QUEM AFRONTA O DIREITO TEM LEVADO VANTAGEM
Viver em sociedade é desafiador, pois a todo momento nos deparamos com situações abusivas, com pessoas mal educadas, que se acham “donas do mundo”, individualistas, que lesam seus vizinhos, desrespeitam o espaço alheio, agem como se não existissem leis. Essas atitudes antissociais e desonestas têm aumentado também em empresas que não se importam em causar prejuízos aos clientes e consumidores. O ponto que merece reflexão é: por qual razão o desrespeito e o desejo de levar vantagem a qualquer custo têm aumentado?
O fato é que as pessoas estão tão preocupadas com seu bem-estar, focadas em só ter bons momentos que quando têm seu direito agredido se limitam a reclamar na esperança de que outra pessoa tome as providências contra o abusador. Várias são as pessoas enganadas por meio de contratos maliciosos, propagandas, promessas ou em negócios que, mesmo tendo prejuízos, deixam o assunto de lado ao pensar que não vale a pena lutar pelo seu direito. Deixam de fazer contas e depois se arrependem quando constatam o crescimento do prejuízo.

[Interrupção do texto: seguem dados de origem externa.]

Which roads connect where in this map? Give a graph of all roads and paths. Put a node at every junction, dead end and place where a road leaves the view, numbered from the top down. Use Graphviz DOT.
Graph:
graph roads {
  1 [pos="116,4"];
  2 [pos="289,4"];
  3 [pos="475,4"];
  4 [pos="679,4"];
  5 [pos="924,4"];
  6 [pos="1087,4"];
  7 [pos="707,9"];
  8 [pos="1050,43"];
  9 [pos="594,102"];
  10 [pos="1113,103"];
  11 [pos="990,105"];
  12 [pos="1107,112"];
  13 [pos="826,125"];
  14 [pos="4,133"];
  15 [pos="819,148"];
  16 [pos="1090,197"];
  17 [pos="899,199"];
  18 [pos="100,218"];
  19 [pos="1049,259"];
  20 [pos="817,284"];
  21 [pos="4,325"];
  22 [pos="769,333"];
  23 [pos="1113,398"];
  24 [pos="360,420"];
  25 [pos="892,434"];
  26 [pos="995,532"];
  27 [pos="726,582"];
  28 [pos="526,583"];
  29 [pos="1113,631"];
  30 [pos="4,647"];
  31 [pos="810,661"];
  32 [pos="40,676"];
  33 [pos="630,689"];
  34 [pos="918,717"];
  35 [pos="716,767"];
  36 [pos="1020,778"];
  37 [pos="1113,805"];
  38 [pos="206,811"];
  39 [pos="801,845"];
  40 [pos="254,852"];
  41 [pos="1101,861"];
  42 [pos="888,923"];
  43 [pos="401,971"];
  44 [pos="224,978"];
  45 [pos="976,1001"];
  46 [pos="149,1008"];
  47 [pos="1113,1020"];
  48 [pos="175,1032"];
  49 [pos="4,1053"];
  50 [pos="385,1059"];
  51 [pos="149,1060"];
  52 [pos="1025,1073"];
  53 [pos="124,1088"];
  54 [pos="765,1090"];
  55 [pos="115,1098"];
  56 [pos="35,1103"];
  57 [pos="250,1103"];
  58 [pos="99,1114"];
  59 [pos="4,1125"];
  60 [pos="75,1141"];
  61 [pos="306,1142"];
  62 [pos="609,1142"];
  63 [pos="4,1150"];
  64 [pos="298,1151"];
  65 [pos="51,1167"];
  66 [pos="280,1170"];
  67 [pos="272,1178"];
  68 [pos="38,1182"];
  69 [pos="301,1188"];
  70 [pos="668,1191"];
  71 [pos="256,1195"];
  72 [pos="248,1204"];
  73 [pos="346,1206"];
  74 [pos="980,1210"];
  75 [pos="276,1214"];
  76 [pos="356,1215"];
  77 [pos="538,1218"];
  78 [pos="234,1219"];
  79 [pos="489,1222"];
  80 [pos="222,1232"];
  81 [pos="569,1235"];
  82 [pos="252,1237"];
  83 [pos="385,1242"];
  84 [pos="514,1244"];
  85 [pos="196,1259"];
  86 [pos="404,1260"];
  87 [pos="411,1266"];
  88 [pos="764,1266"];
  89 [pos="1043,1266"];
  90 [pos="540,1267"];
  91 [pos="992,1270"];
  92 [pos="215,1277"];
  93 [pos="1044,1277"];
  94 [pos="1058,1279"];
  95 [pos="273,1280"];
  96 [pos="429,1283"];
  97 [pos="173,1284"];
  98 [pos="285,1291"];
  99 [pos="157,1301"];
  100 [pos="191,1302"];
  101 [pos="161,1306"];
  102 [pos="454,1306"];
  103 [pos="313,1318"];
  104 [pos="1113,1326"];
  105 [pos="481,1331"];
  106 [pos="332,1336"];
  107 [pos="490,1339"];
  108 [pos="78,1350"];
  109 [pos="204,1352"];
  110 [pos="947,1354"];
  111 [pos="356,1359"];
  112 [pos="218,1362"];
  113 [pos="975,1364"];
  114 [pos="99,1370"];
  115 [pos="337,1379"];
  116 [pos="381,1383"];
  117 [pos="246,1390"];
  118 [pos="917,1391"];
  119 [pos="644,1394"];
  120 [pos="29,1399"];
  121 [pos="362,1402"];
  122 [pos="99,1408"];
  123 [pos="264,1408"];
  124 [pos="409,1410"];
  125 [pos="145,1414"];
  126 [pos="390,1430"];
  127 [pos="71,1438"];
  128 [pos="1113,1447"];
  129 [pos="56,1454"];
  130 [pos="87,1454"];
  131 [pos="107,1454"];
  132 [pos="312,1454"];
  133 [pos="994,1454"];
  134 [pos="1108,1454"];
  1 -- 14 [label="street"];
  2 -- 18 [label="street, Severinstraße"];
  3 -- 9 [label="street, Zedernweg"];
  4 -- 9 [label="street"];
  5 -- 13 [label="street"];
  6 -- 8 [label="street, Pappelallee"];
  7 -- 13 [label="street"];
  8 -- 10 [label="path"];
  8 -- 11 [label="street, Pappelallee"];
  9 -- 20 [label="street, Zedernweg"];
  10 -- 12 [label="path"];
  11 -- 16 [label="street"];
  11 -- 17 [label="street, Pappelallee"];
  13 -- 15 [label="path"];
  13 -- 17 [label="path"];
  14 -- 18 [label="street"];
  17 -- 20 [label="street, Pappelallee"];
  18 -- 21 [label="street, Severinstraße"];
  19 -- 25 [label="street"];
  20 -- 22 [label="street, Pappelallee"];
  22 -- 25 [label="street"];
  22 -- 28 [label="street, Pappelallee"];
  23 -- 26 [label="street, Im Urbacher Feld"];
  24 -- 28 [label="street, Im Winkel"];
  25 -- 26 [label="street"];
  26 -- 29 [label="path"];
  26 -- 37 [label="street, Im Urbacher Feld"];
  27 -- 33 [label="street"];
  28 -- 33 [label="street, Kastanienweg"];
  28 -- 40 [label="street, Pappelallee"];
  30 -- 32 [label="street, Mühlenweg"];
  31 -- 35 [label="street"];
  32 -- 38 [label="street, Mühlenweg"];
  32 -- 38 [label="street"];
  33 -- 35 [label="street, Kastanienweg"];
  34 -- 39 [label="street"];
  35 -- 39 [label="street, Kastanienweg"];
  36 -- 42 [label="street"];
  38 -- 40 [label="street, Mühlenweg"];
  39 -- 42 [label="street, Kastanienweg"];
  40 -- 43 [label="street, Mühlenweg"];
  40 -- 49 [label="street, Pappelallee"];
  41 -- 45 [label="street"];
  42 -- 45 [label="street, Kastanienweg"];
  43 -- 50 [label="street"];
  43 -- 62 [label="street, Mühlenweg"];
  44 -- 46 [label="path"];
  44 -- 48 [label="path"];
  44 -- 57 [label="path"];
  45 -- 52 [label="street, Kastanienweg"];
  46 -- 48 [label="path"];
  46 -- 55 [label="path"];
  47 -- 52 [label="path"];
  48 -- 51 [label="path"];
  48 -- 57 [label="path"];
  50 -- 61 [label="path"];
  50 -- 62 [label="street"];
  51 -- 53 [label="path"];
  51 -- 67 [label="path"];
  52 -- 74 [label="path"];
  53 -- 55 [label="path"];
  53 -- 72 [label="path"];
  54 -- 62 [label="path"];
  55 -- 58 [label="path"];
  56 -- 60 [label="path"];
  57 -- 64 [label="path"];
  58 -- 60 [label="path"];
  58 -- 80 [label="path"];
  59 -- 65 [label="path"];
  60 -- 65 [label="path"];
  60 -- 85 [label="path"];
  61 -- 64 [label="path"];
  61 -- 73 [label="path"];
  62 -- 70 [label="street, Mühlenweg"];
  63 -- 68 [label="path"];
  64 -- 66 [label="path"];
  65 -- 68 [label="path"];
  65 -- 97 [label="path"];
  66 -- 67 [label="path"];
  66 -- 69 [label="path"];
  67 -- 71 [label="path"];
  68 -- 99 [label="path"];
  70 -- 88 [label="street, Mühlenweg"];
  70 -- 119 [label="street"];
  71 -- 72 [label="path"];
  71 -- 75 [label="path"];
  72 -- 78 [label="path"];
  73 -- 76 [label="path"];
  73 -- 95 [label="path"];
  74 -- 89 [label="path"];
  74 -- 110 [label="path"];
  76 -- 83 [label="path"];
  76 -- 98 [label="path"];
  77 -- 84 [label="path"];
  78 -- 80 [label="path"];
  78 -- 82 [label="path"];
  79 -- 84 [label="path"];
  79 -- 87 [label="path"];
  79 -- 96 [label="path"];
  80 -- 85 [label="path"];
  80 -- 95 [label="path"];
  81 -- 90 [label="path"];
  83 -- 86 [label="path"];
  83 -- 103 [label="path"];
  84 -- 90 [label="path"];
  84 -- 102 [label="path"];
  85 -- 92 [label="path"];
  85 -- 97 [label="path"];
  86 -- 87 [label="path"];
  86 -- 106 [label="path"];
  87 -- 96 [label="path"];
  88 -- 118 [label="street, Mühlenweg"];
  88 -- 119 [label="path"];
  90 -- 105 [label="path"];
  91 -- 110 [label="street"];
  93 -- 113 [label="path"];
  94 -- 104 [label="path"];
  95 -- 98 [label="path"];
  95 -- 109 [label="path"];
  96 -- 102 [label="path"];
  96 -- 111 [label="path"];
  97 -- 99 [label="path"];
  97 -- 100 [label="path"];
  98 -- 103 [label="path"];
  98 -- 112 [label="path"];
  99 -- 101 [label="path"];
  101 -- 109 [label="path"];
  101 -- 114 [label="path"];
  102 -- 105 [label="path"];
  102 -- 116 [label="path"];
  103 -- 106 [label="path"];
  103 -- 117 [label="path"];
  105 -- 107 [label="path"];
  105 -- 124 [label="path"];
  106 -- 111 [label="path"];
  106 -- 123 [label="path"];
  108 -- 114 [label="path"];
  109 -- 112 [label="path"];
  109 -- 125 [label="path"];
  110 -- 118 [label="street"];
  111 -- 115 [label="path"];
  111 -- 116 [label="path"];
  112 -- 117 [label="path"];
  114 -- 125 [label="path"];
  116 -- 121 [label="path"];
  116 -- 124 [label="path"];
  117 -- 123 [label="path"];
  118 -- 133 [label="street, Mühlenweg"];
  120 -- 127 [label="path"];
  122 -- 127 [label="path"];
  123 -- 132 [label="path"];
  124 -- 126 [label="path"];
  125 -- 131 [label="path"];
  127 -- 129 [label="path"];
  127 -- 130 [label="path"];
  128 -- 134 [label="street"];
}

PARA SER FELIZ É PRECISO LUTAR POR SEUS DIREITOS
Péssimo favor têm feito ao Direito, os “coaches da alegria” ao perguntarem: “Você prefere ser feliz ou ter razão?” Esses “gurus” que vendem ilusão, enfraquecem e desestimulam as pessoas a exigirem o que seja correto, pois contribuem com a inversão de valores e promovem o nosso atraso cultural, ou seja, induzem alguns acharem que exigir o que é certo é ser chato. Ser sério nesse país é correr o risco de ser incompreendido.
Para a ordem social essa é uma máxima perigosa, que faz as pessoas abrirem mão de seus direitos e permitirem que indivíduos abusados, audaciosos e ousados se sintam à vontade para transitarem no campo da ilegalidade e conduzirem as relações jurídicas ao encontro da decadência e da prescrição dos direitos.
Diante disso, vemos condomínios e proprietários de apartamentos perdendo o direito de exigirem reparos da construtora, pois agem inocentemente por acharem que o construtor gastará, voluntariamente, centenas de milhares de reais para corrigir erros graves de execução da obra, que após o prazo de garantia custará elevadas taxas extras de condomínio. Da mesma maneira, há aqueles que perdem seus bens para o invasor, que passa a ser o proprietário do imóvel diante do transcorrer do prazo que permite a usucapião.
SENTIMENTO DE PERDA OU DE DESRESPEITO ADOECE A VÍTIMA
Outros ficam doentes diante da aflição de não terem o direito ao sono ou descanso respeitados pelo vizinho barulhento, que utiliza a garagem de forma abusiva, pela goteira do telhado do edifício que danificou os pisos, portas e mobiliário da sua moradia ou pelo cão que late o dia todo e avança nas pessoas no elevador. As leis, boa-fé, os contratos e o direito de vizinhança são afrontados constantes, especialmente nos condomínios onde a proximidade entre as unidades é um fator complicador.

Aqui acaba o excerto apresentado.